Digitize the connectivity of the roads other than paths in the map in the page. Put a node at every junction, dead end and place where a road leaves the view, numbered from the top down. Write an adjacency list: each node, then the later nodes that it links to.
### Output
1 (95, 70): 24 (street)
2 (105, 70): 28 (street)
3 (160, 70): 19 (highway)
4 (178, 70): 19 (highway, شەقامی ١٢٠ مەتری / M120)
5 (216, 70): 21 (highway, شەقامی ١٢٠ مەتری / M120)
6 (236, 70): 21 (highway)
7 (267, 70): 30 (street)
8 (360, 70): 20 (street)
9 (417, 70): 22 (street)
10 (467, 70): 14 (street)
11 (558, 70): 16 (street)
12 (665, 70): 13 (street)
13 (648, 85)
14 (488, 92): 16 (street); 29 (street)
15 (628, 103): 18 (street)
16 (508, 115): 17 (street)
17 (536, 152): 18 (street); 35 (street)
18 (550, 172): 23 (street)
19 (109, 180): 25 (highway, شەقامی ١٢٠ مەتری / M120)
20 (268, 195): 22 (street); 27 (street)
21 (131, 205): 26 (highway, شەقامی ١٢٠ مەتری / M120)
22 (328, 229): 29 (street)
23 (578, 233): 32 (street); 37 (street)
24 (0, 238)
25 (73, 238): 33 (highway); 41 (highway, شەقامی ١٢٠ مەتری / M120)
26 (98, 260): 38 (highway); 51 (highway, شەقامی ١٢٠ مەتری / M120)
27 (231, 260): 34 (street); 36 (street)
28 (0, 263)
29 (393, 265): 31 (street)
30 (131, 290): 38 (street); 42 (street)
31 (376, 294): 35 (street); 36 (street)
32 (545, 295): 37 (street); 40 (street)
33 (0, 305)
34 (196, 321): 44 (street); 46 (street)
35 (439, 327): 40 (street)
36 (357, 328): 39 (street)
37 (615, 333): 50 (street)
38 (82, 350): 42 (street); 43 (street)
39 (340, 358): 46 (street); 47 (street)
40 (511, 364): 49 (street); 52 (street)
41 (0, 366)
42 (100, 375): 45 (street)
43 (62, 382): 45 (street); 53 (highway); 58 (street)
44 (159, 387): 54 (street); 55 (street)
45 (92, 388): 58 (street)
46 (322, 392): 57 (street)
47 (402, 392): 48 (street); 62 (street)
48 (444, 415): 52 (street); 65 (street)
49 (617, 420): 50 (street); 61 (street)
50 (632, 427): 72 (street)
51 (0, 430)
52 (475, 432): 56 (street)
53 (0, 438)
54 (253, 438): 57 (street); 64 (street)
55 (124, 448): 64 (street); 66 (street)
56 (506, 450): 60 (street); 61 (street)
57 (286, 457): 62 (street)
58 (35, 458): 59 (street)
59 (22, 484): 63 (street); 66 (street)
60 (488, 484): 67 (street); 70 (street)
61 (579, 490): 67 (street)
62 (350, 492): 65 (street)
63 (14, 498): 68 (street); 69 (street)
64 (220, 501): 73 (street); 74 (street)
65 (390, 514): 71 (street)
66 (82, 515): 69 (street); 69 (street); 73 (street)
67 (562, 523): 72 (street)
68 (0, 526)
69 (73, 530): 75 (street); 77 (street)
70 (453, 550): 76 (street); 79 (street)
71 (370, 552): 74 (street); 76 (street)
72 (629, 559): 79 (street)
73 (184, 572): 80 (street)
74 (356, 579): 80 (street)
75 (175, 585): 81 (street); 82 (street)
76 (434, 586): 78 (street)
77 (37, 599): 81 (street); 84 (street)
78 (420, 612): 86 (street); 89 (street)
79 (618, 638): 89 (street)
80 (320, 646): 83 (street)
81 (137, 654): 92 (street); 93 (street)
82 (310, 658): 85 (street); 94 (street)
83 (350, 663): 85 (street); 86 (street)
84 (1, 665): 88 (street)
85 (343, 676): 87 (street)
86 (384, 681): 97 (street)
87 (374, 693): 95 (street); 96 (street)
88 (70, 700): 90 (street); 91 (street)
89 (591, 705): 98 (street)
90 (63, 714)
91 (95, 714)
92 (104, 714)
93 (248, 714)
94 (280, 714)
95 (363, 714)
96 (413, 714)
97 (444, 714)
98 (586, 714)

■ TASK REQUIREMENTS ■
Among the entries above, how many lines have the string "شەقامی" in them? Only the number should be given.

■ ANSWER TO THIS TASK ■
6